[Collection entries]

• • • • •

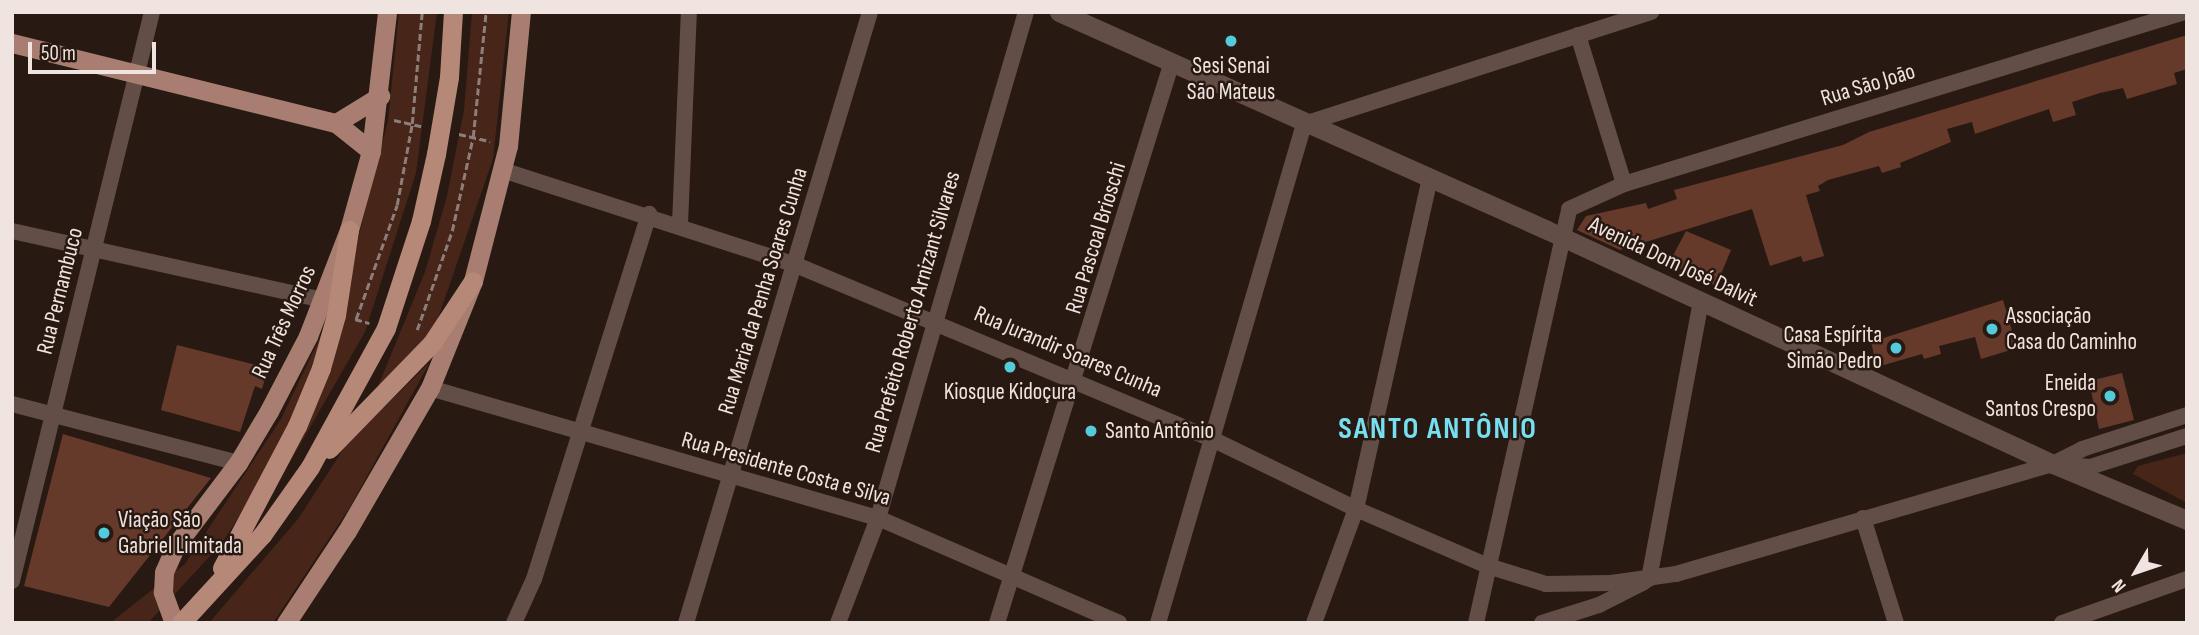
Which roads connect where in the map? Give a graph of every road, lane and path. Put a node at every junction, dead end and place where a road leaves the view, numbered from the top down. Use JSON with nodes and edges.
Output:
{"nodes":[{"id":1,"x":152,"y":12,"type":"edge"},
{"id":2,"x":387,"y":12,"type":"edge"},
{"id":3,"x":422,"y":12,"type":"edge"},
{"id":4,"x":453,"y":12,"type":"edge"},
{"id":5,"x":486,"y":12,"type":"edge"},
{"id":6,"x":520,"y":12,"type":"edge"},
{"id":7,"x":689,"y":12,"type":"edge"},
{"id":8,"x":870,"y":12,"type":"edge"},
{"id":9,"x":1026,"y":12,"type":"edge"},
{"id":10,"x":1059,"y":12,"type":"edge"},
{"id":11,"x":1651,"y":12,"type":"edge"},
{"id":12,"x":2184,"y":12,"type":"edge"},
{"id":13,"x":2166,"y":15,"type":"edge"},
{"id":14,"x":1578,"y":35,"type":"junction"},
{"id":15,"x":12,"y":43,"type":"edge"},
{"id":16,"x":1171,"y":65,"type":"junction"},
{"id":17,"x":136,"y":74,"type":"junction"},
{"id":18,"x":380,"y":96,"type":"junction"},
{"id":19,"x":336,"y":123,"type":"junction"},
{"id":20,"x":1304,"y":124,"type":"junction"},
{"id":21,"x":371,"y":151,"type":"junction"},
{"id":22,"x":502,"y":170,"type":"junction"},
{"id":23,"x":1430,"y":179,"type":"junction"},
{"id":24,"x":1624,"y":184,"type":"junction"},
{"id":25,"x":1569,"y":209,"type":"joint"},
{"id":26,"x":649,"y":214,"type":"junction"},
{"id":27,"x":680,"y":224,"type":"junction"},
{"id":28,"x":349,"y":230,"type":"junction"},
{"id":29,"x":12,"y":231,"type":"edge"},
{"id":30,"x":1561,"y":236,"type":"junction"},
{"id":31,"x":94,"y":251,"type":"junction"},
{"id":32,"x":796,"y":265,"type":"junction"},
{"id":33,"x":473,"y":281,"type":"junction"},
{"id":34,"x":324,"y":300,"type":"junction"},
{"id":35,"x":1701,"y":302,"type":"junction"},
{"id":36,"x":356,"y":319,"type":"dead end"},
{"id":37,"x":933,"y":320,"type":"junction"},
{"id":38,"x":415,"y":336,"type":"dead end"},
{"id":39,"x":1076,"y":380,"type":"junction"},
{"id":40,"x":430,"y":388,"type":"junction"},
{"id":41,"x":12,"y":404,"type":"edge"},
{"id":42,"x":52,"y":415,"type":"junction"},
{"id":43,"x":2187,"y":415,"type":"edge"},
{"id":44,"x":580,"y":434,"type":"junction"},
{"id":45,"x":2187,"y":436,"type":"edge"},
{"id":46,"x":1210,"y":438,"type":"junction"},
{"id":47,"x":238,"y":463,"type":"junction"},
{"id":48,"x":2053,"y":464,"type":"junction"},
{"id":49,"x":310,"y":467,"type":"junction"},
{"id":50,"x":731,"y":475,"type":"junction"},
{"id":51,"x":1356,"y":509,"type":"junction"},
{"id":52,"x":878,"y":518,"type":"junction"},
{"id":53,"x":1863,"y":518,"type":"junction"},
{"id":54,"x":2187,"y":520,"type":"edge"},
{"id":55,"x":1488,"y":566,"type":"junction"},
{"id":56,"x":1013,"y":575,"type":"junction"},
{"id":57,"x":13,"y":576,"type":"edge"},
{"id":58,"x":1649,"y":579,"type":"junction"},
{"id":59,"x":2187,"y":579,"type":"edge"},
{"id":60,"x":205,"y":600,"type":"junction"},
{"id":61,"x":174,"y":623,"type":"edge"},
{"id":62,"x":181,"y":623,"type":"edge"},
{"id":63,"x":286,"y":623,"type":"edge"},
{"id":64,"x":514,"y":623,"type":"edge"},
{"id":65,"x":686,"y":623,"type":"edge"},
{"id":66,"x":838,"y":623,"type":"edge"},
{"id":67,"x":997,"y":623,"type":"edge"},
{"id":68,"x":1119,"y":623,"type":"edge"},
{"id":69,"x":1158,"y":623,"type":"edge"},
{"id":70,"x":1314,"y":623,"type":"edge"},
{"id":71,"x":1476,"y":623,"type":"edge"},
{"id":72,"x":1542,"y":623,"type":"edge"},
{"id":73,"x":1896,"y":623,"type":"edge"},
{"id":74,"x":2062,"y":623,"type":"edge"}],
"edges":[{"from":1,"to":17,"type":"street","name":"Rua Pernambuco"},
{"from":2,"to":18,"type":"main road","name":"Rua Três Morros"},
{"from":3,"to":36,"type":"path"},
{"from":4,"to":49,"type":"highway"},
{"from":5,"to":38,"type":"path"},
{"from":6,"to":22,"type":"main road"},
{"from":7,"to":27,"type":"street"},
{"from":8,"to":32,"type":"street","name":"Rua Maria da Penha Soares Cunha"},
{"from":9,"to":37,"type":"street","name":"Rua Prefeito Roberto Arnizant Silvares"},
{"from":10,"to":16,"type":"street","name":"Avenida Dom José Dalvit"},
{"from":11,"to":14,"type":"street"},
{"from":12,"to":13,"type":"street","name":"Rua São João"},
{"from":13,"to":24,"type":"street","name":"Rua São João"},
{"from":14,"to":20,"type":"street"},
{"from":14,"to":24,"type":"street"},
{"from":15,"to":17,"type":"main road"},
{"from":16,"to":20,"type":"street","name":"Avenida Dom José Dalvit"},
{"from":16,"to":39,"type":"street","name":"Rua Pascoal Brioschi"},
{"from":17,"to":19,"type":"main road"},
{"from":17,"to":31,"type":"street","name":"Rua Pernambuco"},
{"from":18,"to":19,"type":"main road"},
{"from":18,"to":21,"type":"main road","name":"Rua Três Morros"},
{"from":19,"to":21,"type":"main road"},
{"from":20,"to":23,"type":"street","name":"Avenida Dom José Dalvit"},
{"from":20,"to":46,"type":"street"},
{"from":21,"to":28,"type":"main road","name":"Rua Três Morros"},
{"from":22,"to":26,"type":"street","name":"Rua Jurandir Soares Cunha"},
{"from":22,"to":33,"type":"main road"},
{"from":23,"to":30,"type":"street","name":"Avenida Dom José Dalvit"},
{"from":23,"to":51,"type":"street"},
{"from":24,"to":25,"type":"street","name":"Rua São João"},
{"from":25,"to":30,"type":"street","name":"Avenida Dom José Dalvit"},
{"from":26,"to":27,"type":"street","name":"Rua Jurandir Soares Cunha"},
{"from":26,"to":44,"type":"street"},
{"from":27,"to":32,"type":"street","name":"Rua Jurandir Soares Cunha"},
{"from":28,"to":34,"type":"main road","name":"Rua Três Morros"},
{"from":28,"to":60,"type":"highway"},
{"from":29,"to":31,"type":"street"},
{"from":30,"to":35,"type":"street","name":"Avenida Dom José Dalvit"},
{"from":30,"to":55,"type":"street"},
{"from":31,"to":34,"type":"street"},
{"from":31,"to":42,"type":"street","name":"Rua Pernambuco"},
{"from":32,"to":37,"type":"street","name":"Rua Jurandir Soares Cunha"},
{"from":32,"to":50,"type":"street","name":"Rua Maria da Penha Soares Cunha"},
{"from":33,"to":40,"type":"main road"},
{"from":33,"to":49,"type":"highway"},
{"from":34,"to":47,"type":"main road","name":"Rua Três Morros"},
{"from":35,"to":48,"type":"street","name":"Avenida Dom José Dalvit"},
{"from":35,"to":58,"type":"street"},
{"from":37,"to":39,"type":"street","name":"Rua Jurandir Soares Cunha"},
{"from":37,"to":52,"type":"street","name":"Rua Prefeito Roberto Arnizant Silvares"},
{"from":39,"to":46,"type":"street","name":"Rua Jurandir Soares Cunha"},
{"from":39,"to":56,"type":"street","name":"Rua Pascoal Brioschi"},
{"from":40,"to":44,"type":"street","name":"Rua Presidente Costa e Silva"},
{"from":40,"to":63,"type":"main road"},
{"from":41,"to":42,"type":"street"},
{"from":42,"to":47,"type":"street"},
{"from":42,"to":57,"type":"street","name":"Rua Pernambuco"},
{"from":43,"to":48,"type":"street"},
{"from":44,"to":50,"type":"street","name":"Rua Presidente Costa e Silva"},
{"from":44,"to":64,"type":"street"},
{"from":45,"to":48,"type":"street"},
{"from":46,"to":51,"type":"street","name":"Rua Jurandir Soares Cunha"},
{"from":46,"to":69,"type":"street"},
{"from":47,"to":61,"type":"main road","name":"Rua Três Morros"},
{"from":48,"to":53,"type":"street"},
{"from":48,"to":54,"type":"street","name":"Avenida Dom José Dalvit"},
{"from":49,"to":60,"type":"highway"},
{"from":50,"to":52,"type":"street","name":"Rua Presidente Costa e Silva"},
{"from":50,"to":65,"type":"street","name":"Rua Maria da Penha Soares Cunha"},
{"from":51,"to":55,"type":"street","name":"Rua Jurandir Soares Cunha"},
{"from":51,"to":70,"type":"street"},
{"from":52,"to":56,"type":"street","name":"Rua Presidente Costa e Silva"},
{"from":52,"to":66,"type":"street","name":"Rua Prefeito Roberto Arnizant Silvares"},
{"from":53,"to":58,"type":"street"},
{"from":53,"to":73,"type":"street"},
{"from":55,"to":58,"type":"street","name":"Rua Jurandir Soares Cunha"},
{"from":55,"to":71,"type":"street"},
{"from":56,"to":67,"type":"street","name":"Rua Pascoal Brioschi"},
{"from":56,"to":68,"type":"street","name":"Rua Presidente Costa e Silva"},
{"from":58,"to":72,"type":"street"},
{"from":59,"to":74,"type":"street"},
{"from":60,"to":62,"type":"highway"}]}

• • • • •

EXERCISE PROMPT: Which lines of the data contain the string "Silvares"? Copy each of them.

WRITTEN RESPONSE:
{"from":9,"to":37,"type":"street","name":"Rua Prefeito Roberto Arnizant Silvares"},
{"from":37,"to":52,"type":"street","name":"Rua Prefeito Roberto Arnizant Silvares"},
{"from":52,"to":66,"type":"street","name":"Rua Prefeito Roberto Arnizant Silvares"},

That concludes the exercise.